On 27 July 2020, the Joint Money Laundering Steering Group (JMLSG), which comprises UK financial services industry trade bodies, published new sectoral guidance for cryptoasset exchange providers and custodian wallet providers regarding compliance with money laundering obligations. The Guidance provides an outline of the money laundering risks posed by cryptoassets and how cryptoasset firms can mitigate such risks.
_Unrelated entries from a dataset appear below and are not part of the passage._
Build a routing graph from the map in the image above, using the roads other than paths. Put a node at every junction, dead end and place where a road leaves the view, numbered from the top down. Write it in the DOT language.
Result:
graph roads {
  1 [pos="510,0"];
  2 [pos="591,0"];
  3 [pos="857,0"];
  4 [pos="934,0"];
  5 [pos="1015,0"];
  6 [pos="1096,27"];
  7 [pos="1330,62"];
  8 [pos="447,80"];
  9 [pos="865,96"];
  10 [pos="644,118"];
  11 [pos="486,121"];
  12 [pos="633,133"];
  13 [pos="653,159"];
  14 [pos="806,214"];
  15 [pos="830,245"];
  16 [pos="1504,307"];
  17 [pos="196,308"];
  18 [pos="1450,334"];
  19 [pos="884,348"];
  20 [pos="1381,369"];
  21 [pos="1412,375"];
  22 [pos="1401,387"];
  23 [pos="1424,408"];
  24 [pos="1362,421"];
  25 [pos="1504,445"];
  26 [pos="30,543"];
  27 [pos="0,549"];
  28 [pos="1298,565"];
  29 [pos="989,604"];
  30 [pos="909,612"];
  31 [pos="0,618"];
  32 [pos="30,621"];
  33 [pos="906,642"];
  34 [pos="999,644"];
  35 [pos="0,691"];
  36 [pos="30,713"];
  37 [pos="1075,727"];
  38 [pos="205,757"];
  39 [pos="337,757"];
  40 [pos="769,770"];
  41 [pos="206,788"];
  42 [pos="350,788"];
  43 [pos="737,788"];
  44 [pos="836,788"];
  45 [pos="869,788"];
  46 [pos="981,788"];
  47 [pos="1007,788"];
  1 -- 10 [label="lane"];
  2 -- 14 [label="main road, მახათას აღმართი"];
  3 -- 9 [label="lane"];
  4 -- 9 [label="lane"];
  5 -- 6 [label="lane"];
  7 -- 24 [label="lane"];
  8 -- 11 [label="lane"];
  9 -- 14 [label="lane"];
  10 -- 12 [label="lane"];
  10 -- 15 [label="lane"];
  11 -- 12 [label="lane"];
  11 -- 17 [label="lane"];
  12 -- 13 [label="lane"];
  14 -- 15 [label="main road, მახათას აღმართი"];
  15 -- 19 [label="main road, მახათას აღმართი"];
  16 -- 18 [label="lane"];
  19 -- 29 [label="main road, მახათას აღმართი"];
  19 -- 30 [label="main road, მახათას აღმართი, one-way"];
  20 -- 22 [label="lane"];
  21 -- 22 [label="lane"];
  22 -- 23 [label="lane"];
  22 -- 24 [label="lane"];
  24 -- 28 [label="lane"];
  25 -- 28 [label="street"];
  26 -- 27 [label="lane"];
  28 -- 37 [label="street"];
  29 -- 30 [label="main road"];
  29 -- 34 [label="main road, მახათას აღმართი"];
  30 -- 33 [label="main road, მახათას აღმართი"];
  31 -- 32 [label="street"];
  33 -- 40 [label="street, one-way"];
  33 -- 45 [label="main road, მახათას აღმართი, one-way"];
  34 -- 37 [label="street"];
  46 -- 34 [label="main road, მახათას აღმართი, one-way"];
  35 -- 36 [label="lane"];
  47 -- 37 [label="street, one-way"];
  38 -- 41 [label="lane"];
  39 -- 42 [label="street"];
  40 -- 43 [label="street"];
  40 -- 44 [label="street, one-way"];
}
Money-Laundering Risks of Cryptoassets
A 2020 study by the UK’s National Crime Agency reported that UK based criminals are identifying new ways of using virtual assets such as cryptocurrencies for money laundering purposes. Paragraph 22.33 of the Guidance outlines specific money-laundering risk factors posed by cryptoassets that include:
- increased privacy – certain cryptoasset systems provide the ability for transactors to carry out transactions without being fully identified (although the Guidance notes that this is less likely to apply to public blockchains);
- the cross-border nature of cryptoasset transactions – cryptoasset transactions can cross several jurisdictions, which can reduce the ability for regulators to oversee and supervise the application of anti-money laundering controls;
- decentralisation – this means there is no central server or service provider that has overall responsibility for identifying users, monitoring transactions, reporting suspicious activity or acting as a contact point for law enforcement; and
- innovation – cryptoasset innovations can give rise to new types of financial crime not posed by traditional payment and financial services products.
Legislative Background
The Financial Action Task Force (FATF) has called on its members to regulate cryptoassets to reduce the risk this new medium may be used for financial crime. Additionally, the EU’s Fifth Money Laundering Directive, which has been implemented in the UK via amendments to the Money Laundering Regulations 2017 (MLRs), requires Member States to act. The Guidance is designed to reflect changes introduced by the MLRs, which go further than the Directive by bringing cryptoasset exchange providers and custodian wallet providers within the scope of the UK’s money laundering regime. Businesses carrying on cryptoasset activity need to have been compliant with the MLRs from 10 January 2020. The Guidance is designed to assist cryptoasset exchange providers and custodian wallet providers comply with such compliance by taking a risk-based approach to cryptoassets.
Mitigating the Risks
In order to mitigate these risks, the Guidance explains that firms should carry out a thorough risk assessment, which includes, for example, considering:
- customer risk – firms should take a holistic view of the information obtained from their customer due diligence checks in order to prepare a customer risk profile (paragraph 22.36);
- product risk – the risk assessment should consider the features of the actual cryptoasset that customers may use during the transaction and the risks associated with that product (paragraph 22.37); and
- transaction risk – the blockchain on which the transaction is taking place should be analysed to ascertain its risk profile (paragraph 22.38).
Once all relevant risks have been assessed, the Guidance identifies a number of measures to mitigate these risks:
- the introduction of transaction limits, including limits on the total value of privacy coins that may be held, stored, transferred or exchanged (paragraph 22.41);
- the use of time delays before certain automated and manual transactions can be carried out with a view to restrict the rapid movement of funds (paragraph 22.41);
- the prohibition of transfers to third parties where details relating to the transaction, such as names involved, do not match (paragraph 22.41); and
- carrying out customer due diligence, know-your-client checks, blockchain analysis, properly evidencing the source and destination of the funds and complying with ongoing monitoring obligations (paragraphs 22.42 – 22.60).
Impact on Cryptoasset Businesses
Although the JMLSG’s Guidance is not legally binding, once approved by the UK Treasury, UK courts will take into account a firm’s compliance with the Guidance when determining if it has committed a money laundering offence. Moreover, for businesses regulated by the Financial Conduct Authority, the regulator will take the Guidance into account when investigating breaches of its rules. For example, the requirement to have systems and controls to identify, assess, monitor and manage money laundering risks. Therefore, compliance provides firms with some legal protection over their anti-money laundering arrangements. As such, we recommend that cryptoasset businesses should review the Guidance and assess if they are compliant. If they are not, they would be wise to update their policies, procedures and staff-training regimes as necessary.